Give the entries back exactly, dropping each image.
----- Dataset extract -----
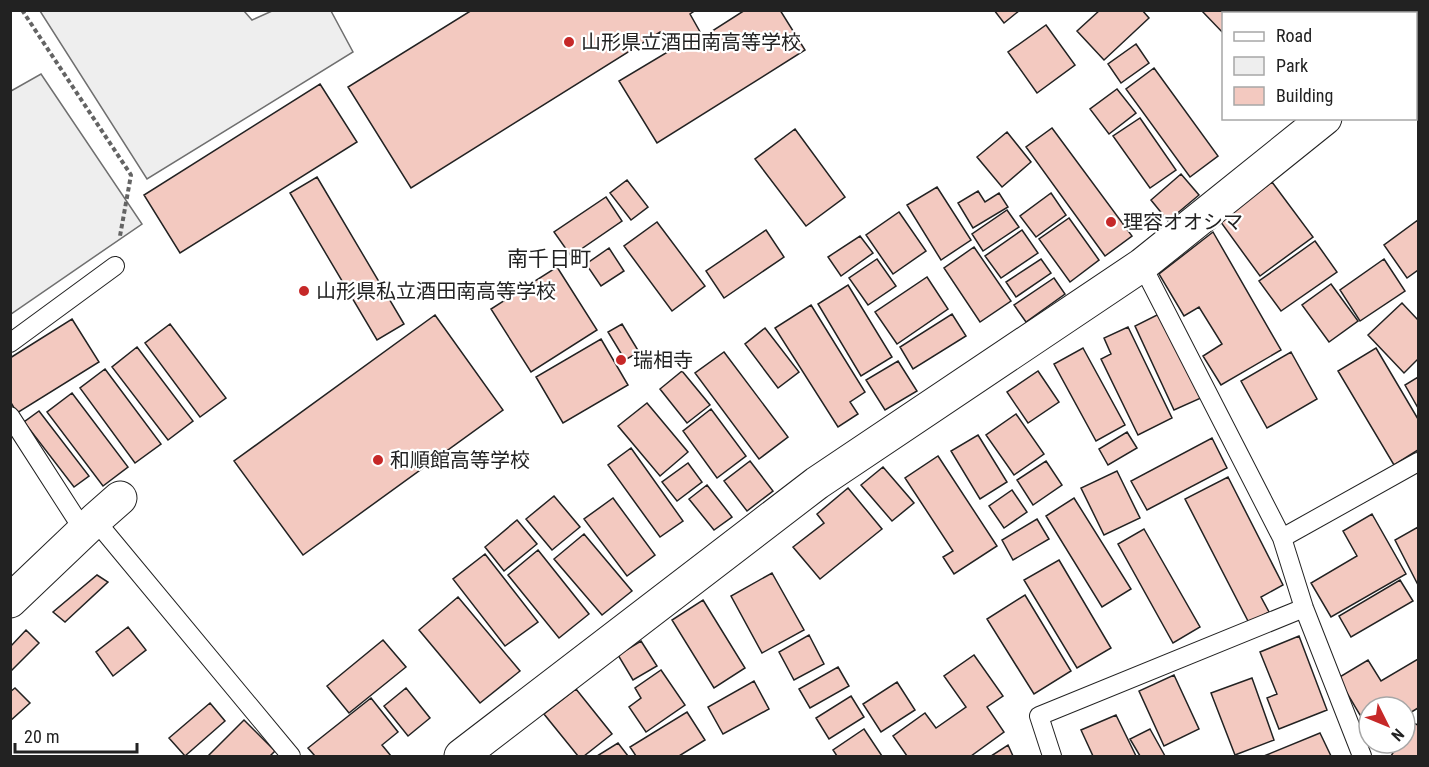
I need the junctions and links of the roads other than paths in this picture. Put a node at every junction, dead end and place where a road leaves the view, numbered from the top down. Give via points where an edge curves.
1 (1323, 120) edge
2 (1142, 265) junction
3 (115, 266) road end
4 (10, 343) edge
5 (10, 416) edge
6 (1419, 462) edge
7 (120, 498) dead end
8 (89, 526) junction
9 (1281, 538) junction
10 (10, 601) edge
11 (1305, 608) junction
12 (291, 756) edge
13 (461, 756) edge
14 (1052, 756) edge
15 (1362, 756) edge

1 - 2 street
2 - 9 lane
2 - 13 street via 817,483
3 - 4 lane
5 - 8 lane
6 - 9 lane
7 - 8 street
8 - 10 street
8 - 12 lane
9 - 11 lane
11 - 14 lane via 1039,716
11 - 15 lane

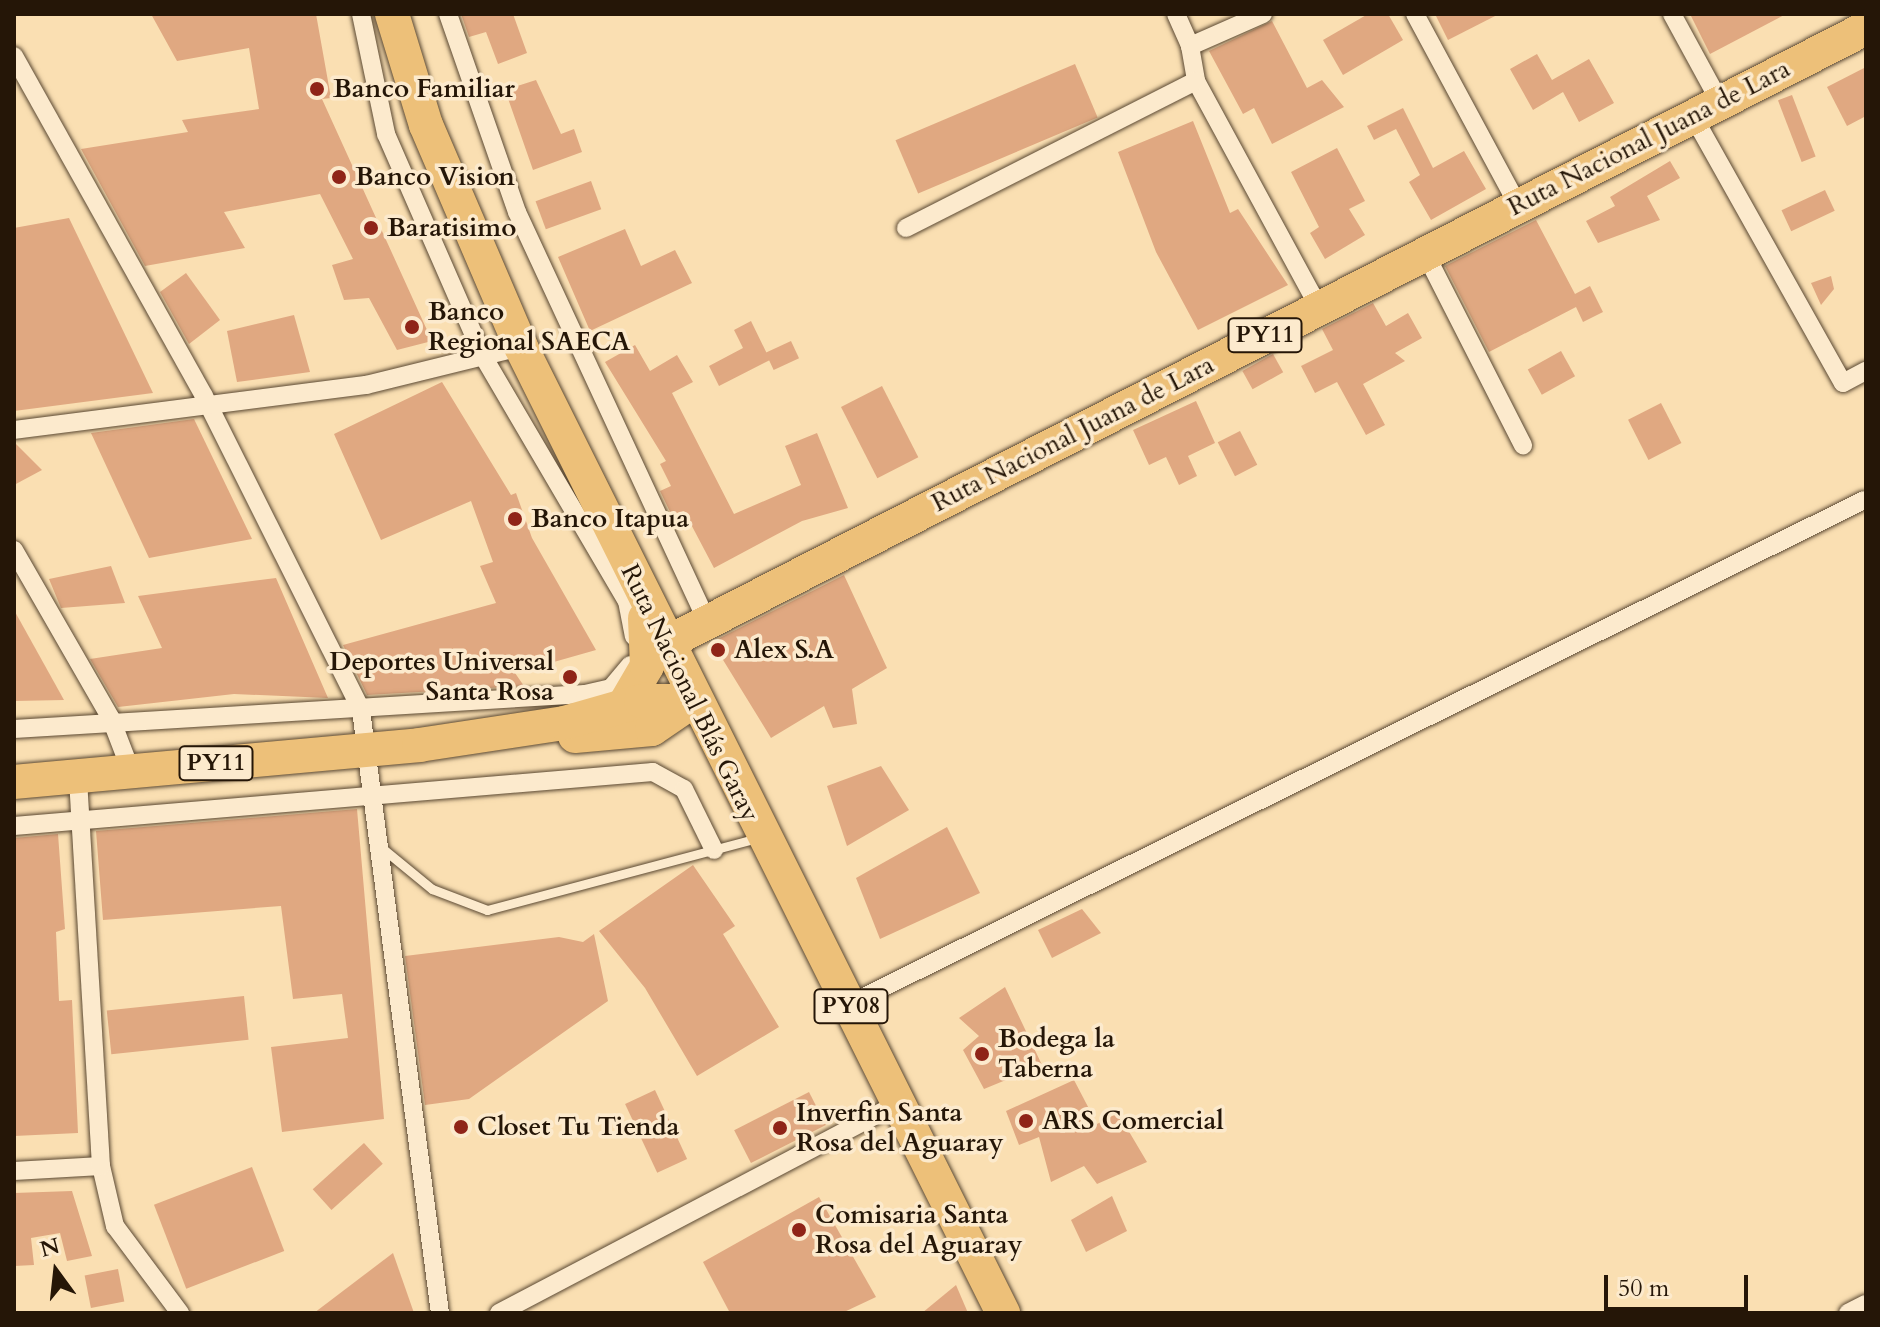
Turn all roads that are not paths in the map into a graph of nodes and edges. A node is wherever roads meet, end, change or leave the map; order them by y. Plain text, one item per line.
-----
- Problem solution:
I need the junctions and links of the roads other than paths in this picture. Put a node at every junction, dead end and place where a road leaves the view, numbered from the top down. Give via points where an edge curves.
1 (1323, 120) edge
2 (1142, 265) junction
3 (115, 266) road end
4 (10, 343) edge
5 (10, 416) edge
6 (1419, 462) edge
7 (120, 498) dead end
8 (89, 526) junction
9 (1281, 538) junction
10 (10, 601) edge
11 (1305, 608) junction
12 (291, 756) edge
13 (461, 756) edge
14 (1052, 756) edge
15 (1362, 756) edge

1 - 2 street
2 - 9 lane
2 - 13 street via 817,483
3 - 4 lane
5 - 8 lane
6 - 9 lane
7 - 8 street
8 - 10 street
8 - 12 lane
9 - 11 lane
11 - 14 lane via 1039,716
11 - 15 lane

Turn all roads that are not paths in the map into a graph of nodes and edges. A node is wherever roads meet, end, change or leave the map; order them by y. Plain text, one item per line.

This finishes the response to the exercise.